> [Problem requirements]: Among the lines below, keep only those from the one containing "middle tip: (81, 108)" through the one containing "ring pip: (131, 157)", and reproduce them exactly.

> [Extracted information]:
- - - - -

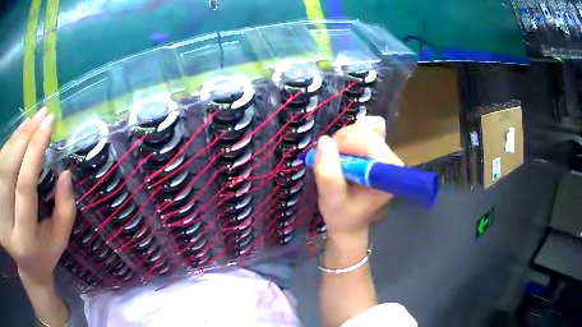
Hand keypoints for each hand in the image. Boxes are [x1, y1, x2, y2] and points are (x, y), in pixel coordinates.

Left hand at [0, 108, 75, 285]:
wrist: (25, 265)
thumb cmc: (43, 253)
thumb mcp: (59, 239)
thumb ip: (65, 210)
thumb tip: (65, 172)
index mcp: (23, 238)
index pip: (25, 187)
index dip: (34, 152)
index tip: (49, 124)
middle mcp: (7, 222)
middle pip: (10, 167)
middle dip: (26, 137)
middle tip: (43, 116)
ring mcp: (0, 207)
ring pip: (4, 158)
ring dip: (19, 136)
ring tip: (34, 122)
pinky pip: (1, 159)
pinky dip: (11, 142)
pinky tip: (21, 133)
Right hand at [313, 116, 402, 241]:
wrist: (350, 220)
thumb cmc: (342, 214)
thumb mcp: (331, 199)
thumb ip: (328, 173)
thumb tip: (324, 140)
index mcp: (386, 171)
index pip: (368, 140)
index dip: (345, 144)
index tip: (330, 160)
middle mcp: (391, 158)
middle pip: (366, 130)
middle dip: (342, 142)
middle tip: (332, 163)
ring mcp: (386, 151)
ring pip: (364, 126)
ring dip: (344, 139)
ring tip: (338, 160)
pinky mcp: (379, 147)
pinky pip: (365, 128)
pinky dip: (349, 137)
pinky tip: (345, 153)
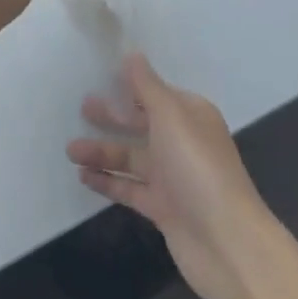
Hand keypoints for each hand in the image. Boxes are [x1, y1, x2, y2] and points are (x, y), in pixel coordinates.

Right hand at [68, 53, 274, 298]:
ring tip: (70, 149)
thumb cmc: (198, 168)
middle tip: (81, 108)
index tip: (100, 77)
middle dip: (112, 117)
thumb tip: (132, 54)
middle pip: (141, 124)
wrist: (228, 244)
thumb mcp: (171, 116)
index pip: (155, 94)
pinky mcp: (163, 209)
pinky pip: (129, 188)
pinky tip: (83, 175)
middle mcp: (182, 143)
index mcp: (190, 116)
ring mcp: (173, 178)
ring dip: (102, 152)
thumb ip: (147, 86)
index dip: (129, 86)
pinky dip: (107, 180)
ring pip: (131, 157)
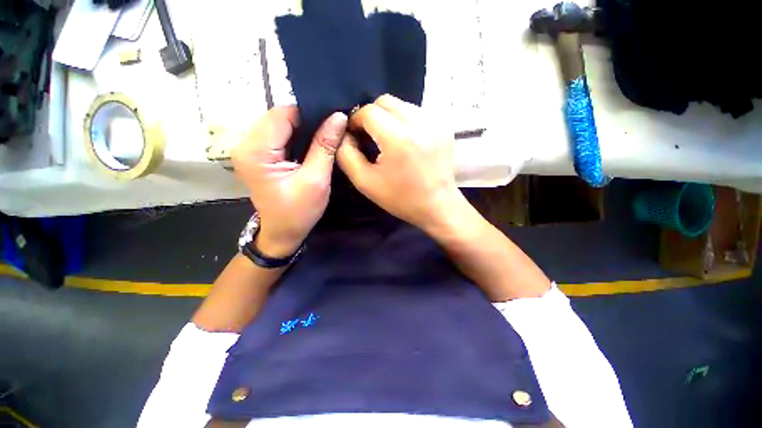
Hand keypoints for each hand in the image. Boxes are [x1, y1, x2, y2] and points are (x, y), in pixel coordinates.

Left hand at [232, 107, 346, 256]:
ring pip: (280, 124)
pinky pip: (279, 135)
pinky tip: (311, 144)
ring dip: (303, 128)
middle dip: (307, 121)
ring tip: (324, 137)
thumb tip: (339, 117)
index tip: (334, 120)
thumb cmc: (299, 212)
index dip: (310, 114)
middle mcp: (245, 144)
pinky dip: (297, 136)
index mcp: (255, 151)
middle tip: (332, 130)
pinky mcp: (257, 154)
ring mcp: (249, 149)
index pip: (283, 114)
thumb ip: (325, 146)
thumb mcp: (316, 180)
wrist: (283, 233)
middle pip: (279, 117)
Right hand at [337, 94, 468, 232]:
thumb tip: (345, 134)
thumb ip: (347, 155)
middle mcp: (419, 124)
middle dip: (372, 115)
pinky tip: (406, 140)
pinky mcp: (444, 126)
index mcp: (398, 139)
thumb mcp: (365, 182)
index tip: (355, 135)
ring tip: (388, 138)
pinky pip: (417, 112)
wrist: (437, 206)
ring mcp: (435, 123)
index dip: (356, 120)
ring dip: (389, 117)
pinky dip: (405, 121)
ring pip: (402, 104)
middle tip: (370, 136)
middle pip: (386, 101)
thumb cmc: (401, 198)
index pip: (369, 112)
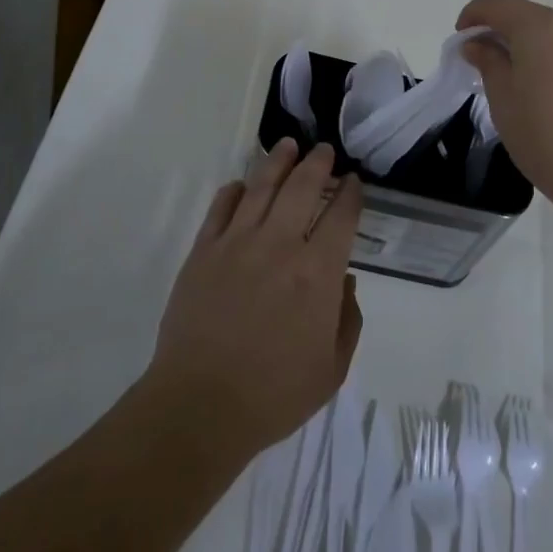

- - - - -

> [Task output]:
middle tip: (81, 108)
index tip: (100, 77)
middle dip: (112, 117)
thumb tip: (132, 54)
middle pip: (141, 124)
wrist: (228, 244)
thumb mcp: (171, 116)
index pip: (155, 94)
pinky mcp: (163, 209)
pinky pip: (129, 188)
pinky tip: (83, 175)
middle mcp: (182, 143)
index mcp: (190, 116)
ring mcp: (173, 178)
ring dip: (102, 152)
thumb ip: (147, 86)
index dip: (129, 86)
pinky dip: (107, 180)
ring pip: (131, 157)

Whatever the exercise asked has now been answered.